Не имея на протяжении ряда лет постоянной публицистической трибуны,
Станюкович, естественно, большую часть своего времени уделял беллетристике.
В последние четырнадцать лет жизни Станюкович работал с удивительной
интенсивностью. За эти годы он написал подавляющее большинство морских
рассказов и повестей, три романа, несколько повестей и больше двадцати
рассказов на материале тогдашней общественной жизни.
Романы и "неморские" повести и рассказы этого времени так же, как и
большинство произведений Станюковича семидесятых - начала восьмидесятых
годов, открыто публицистичны, а в некоторых из них явно проступает
памфлетная нацеленность. По общему своему характеру и тематика этих
произведений осталась прежней. Станюкович продолжал внимательно
присматриваться к одному из самых значительных и зловещих социальных
процессов второй половины XIX столетия - к процессу сближения сановного
дворянства и высшей бюрократии с новым богачом - буржуа-промышленником и
банковским воротилой. Его отношение к обеим этим социальным группам в
основном не изменилось, а моменты различия предопределялись самим ходом
указанного процесса. С Кузькой Кривошейновым его вельможные покровители
обращались все-таки как с выскочкой, да он и сам смотрел на них еще снизу
вверх; в возможность покровительственного отношения к Василию Захаровичу
Трифонову (роман "Откровенные") никто из его чиновных и титулованных
приятелей и помыслить не может; к искателям руки и сердца (то есть
миллионного приданого) его дочери Ксении он относится с одинаковым
презрением - будь то князь Сицкий, или завтрашний министр Павлищев, или
безродный, еще только начинающий делать карьеру Марк Борщев. Станюкович
убеждает читателя, что это презрение вполне заслуженно.
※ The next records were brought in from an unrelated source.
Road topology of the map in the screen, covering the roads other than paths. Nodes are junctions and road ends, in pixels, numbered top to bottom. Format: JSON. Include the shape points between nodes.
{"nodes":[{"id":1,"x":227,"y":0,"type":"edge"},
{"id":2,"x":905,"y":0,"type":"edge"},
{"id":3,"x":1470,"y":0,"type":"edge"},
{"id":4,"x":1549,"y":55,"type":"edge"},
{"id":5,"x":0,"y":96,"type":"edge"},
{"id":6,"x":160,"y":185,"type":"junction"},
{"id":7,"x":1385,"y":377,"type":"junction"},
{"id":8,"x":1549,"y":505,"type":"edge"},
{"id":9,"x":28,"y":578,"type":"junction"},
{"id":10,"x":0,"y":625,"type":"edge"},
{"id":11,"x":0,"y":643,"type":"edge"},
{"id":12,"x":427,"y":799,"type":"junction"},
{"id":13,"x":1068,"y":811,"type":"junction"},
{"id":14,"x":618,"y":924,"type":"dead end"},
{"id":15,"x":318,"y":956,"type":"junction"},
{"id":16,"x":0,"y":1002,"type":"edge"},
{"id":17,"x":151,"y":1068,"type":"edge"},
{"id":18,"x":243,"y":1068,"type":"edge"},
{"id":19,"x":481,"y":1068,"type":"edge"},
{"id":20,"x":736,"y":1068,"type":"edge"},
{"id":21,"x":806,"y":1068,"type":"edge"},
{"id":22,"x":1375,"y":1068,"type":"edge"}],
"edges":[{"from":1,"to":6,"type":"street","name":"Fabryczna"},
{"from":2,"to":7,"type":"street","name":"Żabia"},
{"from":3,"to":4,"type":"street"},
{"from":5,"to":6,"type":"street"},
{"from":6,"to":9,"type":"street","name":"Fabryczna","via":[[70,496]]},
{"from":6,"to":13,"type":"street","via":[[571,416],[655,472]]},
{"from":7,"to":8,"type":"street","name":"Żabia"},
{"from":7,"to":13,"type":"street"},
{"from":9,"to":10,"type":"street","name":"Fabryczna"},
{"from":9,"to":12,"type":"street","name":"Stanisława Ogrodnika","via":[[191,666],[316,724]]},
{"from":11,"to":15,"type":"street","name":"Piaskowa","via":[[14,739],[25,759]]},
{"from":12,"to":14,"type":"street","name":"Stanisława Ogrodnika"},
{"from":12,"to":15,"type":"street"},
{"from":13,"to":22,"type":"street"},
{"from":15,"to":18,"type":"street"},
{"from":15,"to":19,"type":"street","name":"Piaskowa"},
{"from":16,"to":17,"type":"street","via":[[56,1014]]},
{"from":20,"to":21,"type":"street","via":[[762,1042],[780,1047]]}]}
Конечно, эти внезапные богатства вчерашних мужиков заключали в себе
невольный соблазн, но ведь поддающиеся ему - все эти потомки "Рюриковичей и
гедиминовичей", все эти государственные деятели и думать не хотели, чтобы в
подлости своей сохранить, по слову Пушкина, хотя бы "осанку благородства".
Они были омерзительнее новых богачей. По сравнению с развратным паразитом
Козельским, старавшимся выдать свою дочь Тину за молодого Гобзина и таким
образом "породниться" с миллионами его отца Прокофия Лукича Гобзина, этот
последний выглядит не только крупнее, но даже человечнее: он по крайней мере
деятелен и умеет ценить в людях трудолюбие и знания.
Само собой разумеется, к такого рода сопоставлениям Станюкович прибегал
не ради того, чтобы возвысить и оправдать новых богачей. В своих
произведениях девяностых годов он последовательно развивает ту мысль, что
процесс сближения двух этих социальных групп является в то же время и
процессом нравственного распада правящих верхов тогдашней России. Одним из
симптомов этого распада было и то, что люди, сколько-нибудь порядочные и
деятельные (такие, например, как Григорий Александрович Никодимцев из того
же романа "Равнодушные"), там, наверху, не уживались.
Тема нравственного разложения правящих верхов важна, конечно, не сама
по себе; во второй половине XIX века она привлекала внимание русских
писателей, в том числе и М.Е.Салтыкова-Щедрина и Л.Н.Толстого, главным
образом потому, что была частью более общей и несравнимо более важной темы -
темы судеб России. Ведь тлетворное влияние этого разложения сказывалось на
жизни всей страны и, в частности, на нравственном состоянии так называемых
образованных слоев общества. Именно об этом написан роман "Жрецы".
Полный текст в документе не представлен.